*Required work*
An acceptable answer contains every record below, unchanged, and no pictures.

*Extracted data*
--------------------------------

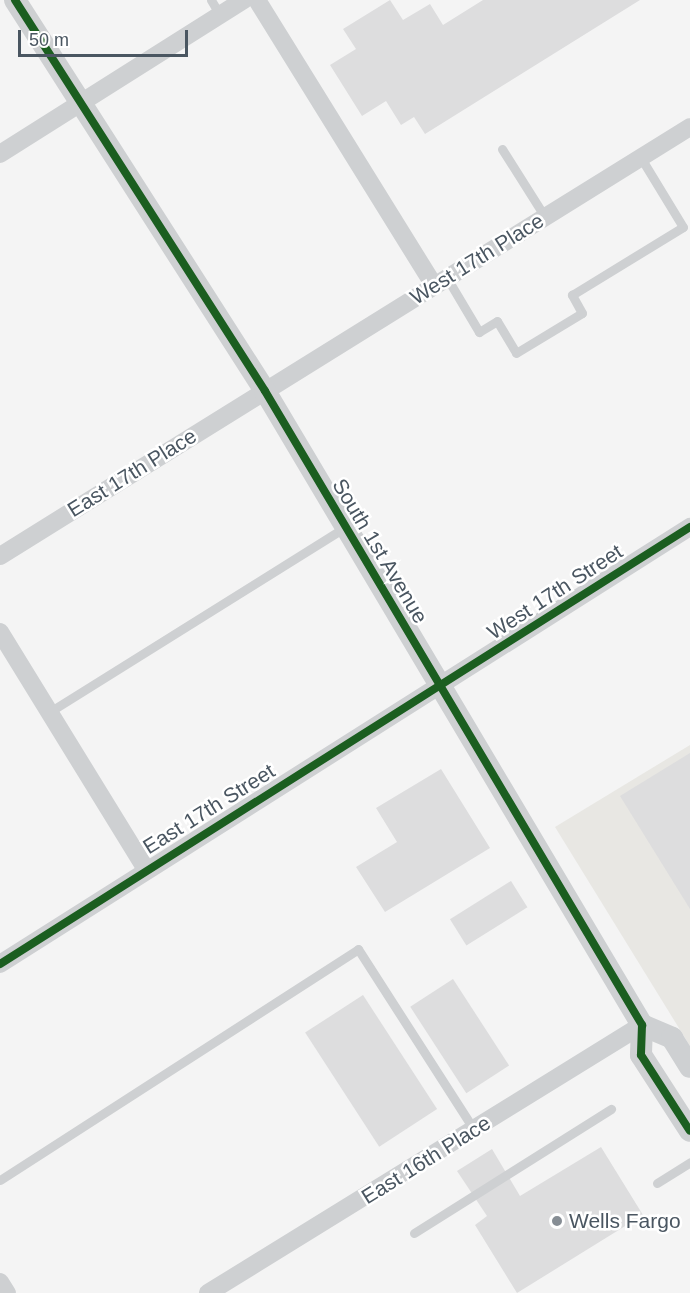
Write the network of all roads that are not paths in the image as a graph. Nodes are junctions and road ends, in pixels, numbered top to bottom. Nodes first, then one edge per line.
1 (15, 0) edge
2 (244, 0) edge
3 (257, 0) edge
4 (216, 8) edge
5 (80, 103) junction
6 (690, 127) edge
7 (502, 149) dead end
8 (0, 154) edge
9 (640, 158) junction
10 (545, 217) junction
11 (440, 282) junction
12 (265, 391) junction
13 (345, 527) junction
14 (688, 534) edge
15 (0, 556) edge
16 (0, 632) edge
17 (440, 688) junction
18 (51, 711) junction
19 (146, 869) junction
20 (1, 962) edge
21 (642, 1025) junction
22 (690, 1067) edge
23 (611, 1109) dead end
24 (475, 1131) junction
25 (690, 1131) edge
26 (690, 1162) edge
27 (0, 1180) edge
28 (657, 1183) dead end
29 (414, 1233) dead end
30 (0, 1282) edge
31 (7, 1293) edge
32 (208, 1293) edge

1 - 5 street, South 1st Avenue
2 - 4 street
3 - 11 street
4 - 5 street
5 - 8 street
5 - 12 street, South 1st Avenue
6 - 9 street, West 17th Place
7 - 10 lane
9 - 10 street, West 17th Place
9 - 11 lane
10 - 11 street, West 17th Place
11 - 12 street, West 17th Place
12 - 13 street, South 1st Avenue
12 - 15 street, East 17th Place
13 - 17 street, South 1st Avenue
13 - 18 lane
14 - 17 street, West 17th Street
16 - 18 street
17 - 19 street, East 17th Street
17 - 21 street, South 1st Avenue
18 - 19 street
19 - 20 street, East 17th Street
21 - 22 street
21 - 24 street, East 16th Place
21 - 25 street
23 - 29 lane
24 - 27 lane
24 - 32 street, East 16th Place
26 - 28 lane
30 - 31 street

--------------------------------

*Response to the task*
Write the network of all roads that are not paths in the image as a graph. Nodes are junctions and road ends, in pixels, numbered top to bottom. Nodes first, then one edge per line.
1 (15, 0) edge
2 (244, 0) edge
3 (257, 0) edge
4 (216, 8) edge
5 (80, 103) junction
6 (690, 127) edge
7 (502, 149) dead end
8 (0, 154) edge
9 (640, 158) junction
10 (545, 217) junction
11 (440, 282) junction
12 (265, 391) junction
13 (345, 527) junction
14 (688, 534) edge
15 (0, 556) edge
16 (0, 632) edge
17 (440, 688) junction
18 (51, 711) junction
19 (146, 869) junction
20 (1, 962) edge
21 (642, 1025) junction
22 (690, 1067) edge
23 (611, 1109) dead end
24 (475, 1131) junction
25 (690, 1131) edge
26 (690, 1162) edge
27 (0, 1180) edge
28 (657, 1183) dead end
29 (414, 1233) dead end
30 (0, 1282) edge
31 (7, 1293) edge
32 (208, 1293) edge

1 - 5 street, South 1st Avenue
2 - 4 street
3 - 11 street
4 - 5 street
5 - 8 street
5 - 12 street, South 1st Avenue
6 - 9 street, West 17th Place
7 - 10 lane
9 - 10 street, West 17th Place
9 - 11 lane
10 - 11 street, West 17th Place
11 - 12 street, West 17th Place
12 - 13 street, South 1st Avenue
12 - 15 street, East 17th Place
13 - 17 street, South 1st Avenue
13 - 18 lane
14 - 17 street, West 17th Street
16 - 18 street
17 - 19 street, East 17th Street
17 - 21 street, South 1st Avenue
18 - 19 street
19 - 20 street, East 17th Street
21 - 22 street
21 - 24 street, East 16th Place
21 - 25 street
23 - 29 lane
24 - 27 lane
24 - 32 street, East 16th Place
26 - 28 lane
30 - 31 street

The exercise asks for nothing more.